A situação atual: reconquistando credibilidade

Quando eu era criança, crescendo em San Cristóbal de las Casas, em Chiapas, no sul do México, a palavra “transformador” se referia àquelas volumosas caixas redondas instaladas em altos postes de eletricidade, as quais transformavam a corrente de alta-voltagem bruta em uma forma para uso doméstico. Regularmente eles explodiam, deixando a todos nós no escuro. A função daqueles transformadores era converter a energia de alta-voltagem vinda das linhas de alta-tensão acima – energia aquela que não era útil e, de fato, perigosa para nossos lares – e a transformar em voltagem, watts e ciclos apropriados para uso em nossas residências.

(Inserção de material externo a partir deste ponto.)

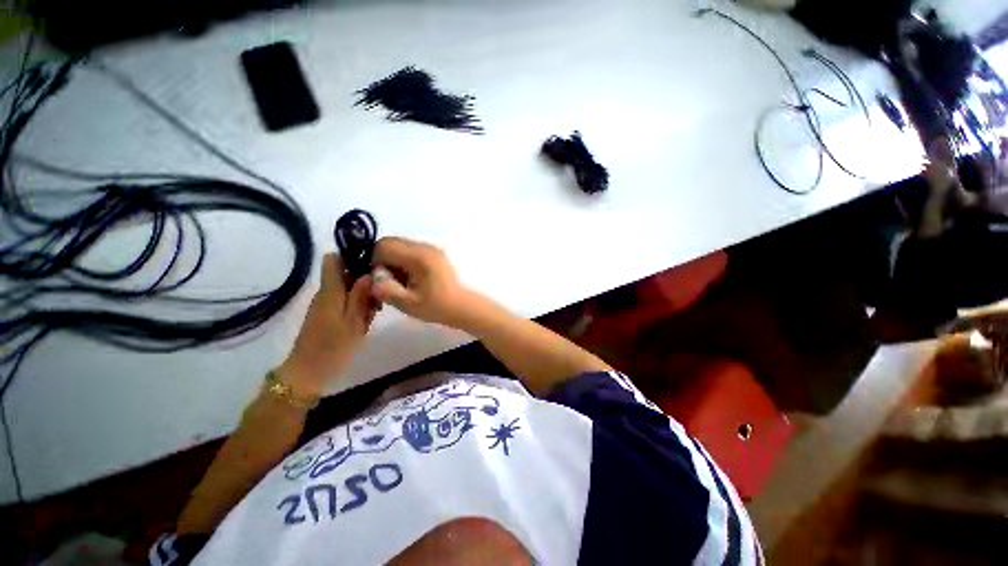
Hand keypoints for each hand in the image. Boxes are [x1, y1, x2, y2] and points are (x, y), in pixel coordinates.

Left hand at [279, 253, 376, 396]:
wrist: (309, 374)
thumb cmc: (333, 348)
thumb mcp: (354, 322)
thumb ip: (361, 296)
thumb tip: (369, 272)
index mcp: (330, 291)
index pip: (333, 259)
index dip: (352, 256)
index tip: (372, 265)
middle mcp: (326, 293)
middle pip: (345, 272)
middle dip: (365, 279)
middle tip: (380, 296)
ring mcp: (326, 303)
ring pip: (348, 287)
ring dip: (364, 294)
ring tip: (375, 311)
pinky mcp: (328, 314)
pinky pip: (345, 300)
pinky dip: (358, 305)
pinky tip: (367, 318)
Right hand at [371, 237, 475, 327]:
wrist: (462, 306)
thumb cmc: (436, 306)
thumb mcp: (407, 303)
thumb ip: (386, 289)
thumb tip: (374, 276)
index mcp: (418, 256)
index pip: (383, 246)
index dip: (376, 262)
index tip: (383, 280)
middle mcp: (424, 246)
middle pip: (391, 243)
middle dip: (384, 261)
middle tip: (392, 282)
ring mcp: (431, 248)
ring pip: (400, 246)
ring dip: (395, 262)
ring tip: (403, 283)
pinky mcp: (434, 253)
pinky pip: (411, 251)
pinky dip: (405, 262)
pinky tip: (413, 279)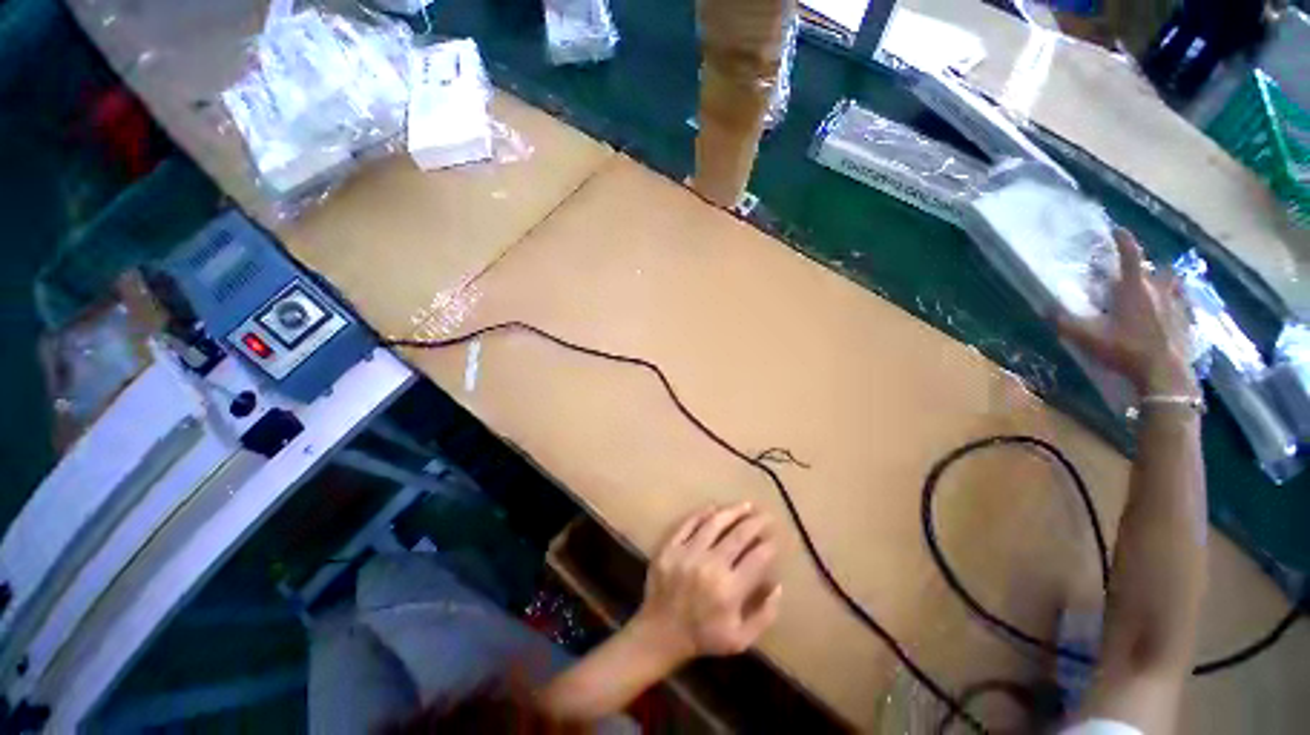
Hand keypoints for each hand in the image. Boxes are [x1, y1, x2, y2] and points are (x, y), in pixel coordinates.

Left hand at [633, 502, 782, 664]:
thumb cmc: (703, 636)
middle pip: (738, 536)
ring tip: (745, 505)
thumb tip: (778, 585)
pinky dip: (702, 513)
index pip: (757, 559)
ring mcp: (687, 554)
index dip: (769, 546)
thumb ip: (764, 615)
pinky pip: (688, 523)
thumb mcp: (740, 639)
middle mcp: (710, 566)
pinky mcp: (669, 547)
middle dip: (755, 523)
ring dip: (732, 511)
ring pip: (714, 523)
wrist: (660, 633)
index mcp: (730, 590)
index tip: (775, 538)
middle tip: (765, 514)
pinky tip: (714, 507)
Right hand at [1057, 228, 1197, 395]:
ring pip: (1173, 283)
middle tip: (1131, 272)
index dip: (1123, 240)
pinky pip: (1183, 303)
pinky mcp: (1186, 320)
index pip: (1130, 255)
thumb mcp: (1087, 338)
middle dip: (1143, 266)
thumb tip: (1043, 308)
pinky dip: (1177, 301)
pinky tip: (1172, 309)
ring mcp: (1176, 305)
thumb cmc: (1126, 350)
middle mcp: (1158, 290)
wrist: (1164, 374)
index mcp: (1134, 289)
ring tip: (1156, 287)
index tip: (1117, 230)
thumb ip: (1064, 322)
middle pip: (1154, 268)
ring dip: (1164, 281)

Eles adaptavam a eletricidade ao contexto de nossas casas.

Na alvorada desse novo século, creio que estamos em uma situação similar no processo de repensar nossos conceitos de missão da igreja global/local. Com dois terços do cristianismo localizado agora no sul e leste, acredito que uma das mais importantes questões sobre missões, sua existência e seu fluxo interior e exterior nos seis continentes no mundo atual, tem a ver com a credibilidade da igreja e sua missão. Do ponto de vista dos que ainda não são cristãos, na arena da competição por afiliações religiosas, e em um mundo de profunda fome espiritual e curiosidade, seria credível a Igreja e sua missão? Pareceria que tentativas anteriores de criar uma teologia relevante falharam.

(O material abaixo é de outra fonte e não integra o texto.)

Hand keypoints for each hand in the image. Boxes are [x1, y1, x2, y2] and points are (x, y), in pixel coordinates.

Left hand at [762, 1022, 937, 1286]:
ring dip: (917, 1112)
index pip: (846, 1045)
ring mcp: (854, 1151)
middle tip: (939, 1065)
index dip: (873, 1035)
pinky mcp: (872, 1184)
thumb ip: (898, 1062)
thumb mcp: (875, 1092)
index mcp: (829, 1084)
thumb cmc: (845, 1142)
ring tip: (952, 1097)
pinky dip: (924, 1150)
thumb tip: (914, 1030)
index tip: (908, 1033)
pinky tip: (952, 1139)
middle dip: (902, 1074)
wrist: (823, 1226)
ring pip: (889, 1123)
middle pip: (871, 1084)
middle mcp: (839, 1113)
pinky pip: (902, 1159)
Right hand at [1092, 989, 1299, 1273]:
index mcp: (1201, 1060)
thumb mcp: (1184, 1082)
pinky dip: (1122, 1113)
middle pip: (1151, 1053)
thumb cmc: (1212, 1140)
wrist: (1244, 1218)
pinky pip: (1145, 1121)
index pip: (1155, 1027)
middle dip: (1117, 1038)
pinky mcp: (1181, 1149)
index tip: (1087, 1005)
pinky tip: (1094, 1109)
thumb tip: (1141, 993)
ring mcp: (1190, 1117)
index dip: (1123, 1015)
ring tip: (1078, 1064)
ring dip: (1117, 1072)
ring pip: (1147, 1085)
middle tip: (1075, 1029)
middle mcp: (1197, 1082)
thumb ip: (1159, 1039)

A fórmula dos três “autos” não é boa o suficiente: ela é demasiadamente eclesiocêntrica e introspectiva. Ela vê a igreja através de lentes predominantemente institucionais e se torna facilmente cega às questões diante daqueles que vivem fora do contexto da igreja.

A linguagem da “prioridade do evangelismo” não é apropriada contextualmente para a maior parte das situações. Ela parece mais preocupada com a formação a priori de definições fixas de evangelismo do que em responder às necessidades, aspirações, preocupações e sonhos das pessoas no contexto ao redor que ainda não conhecem Jesus Cristo. O equilíbrio entre ação e palavra em nosso evangelismo deveria ser orientado em relação ao receptor e bem informada contextualmente.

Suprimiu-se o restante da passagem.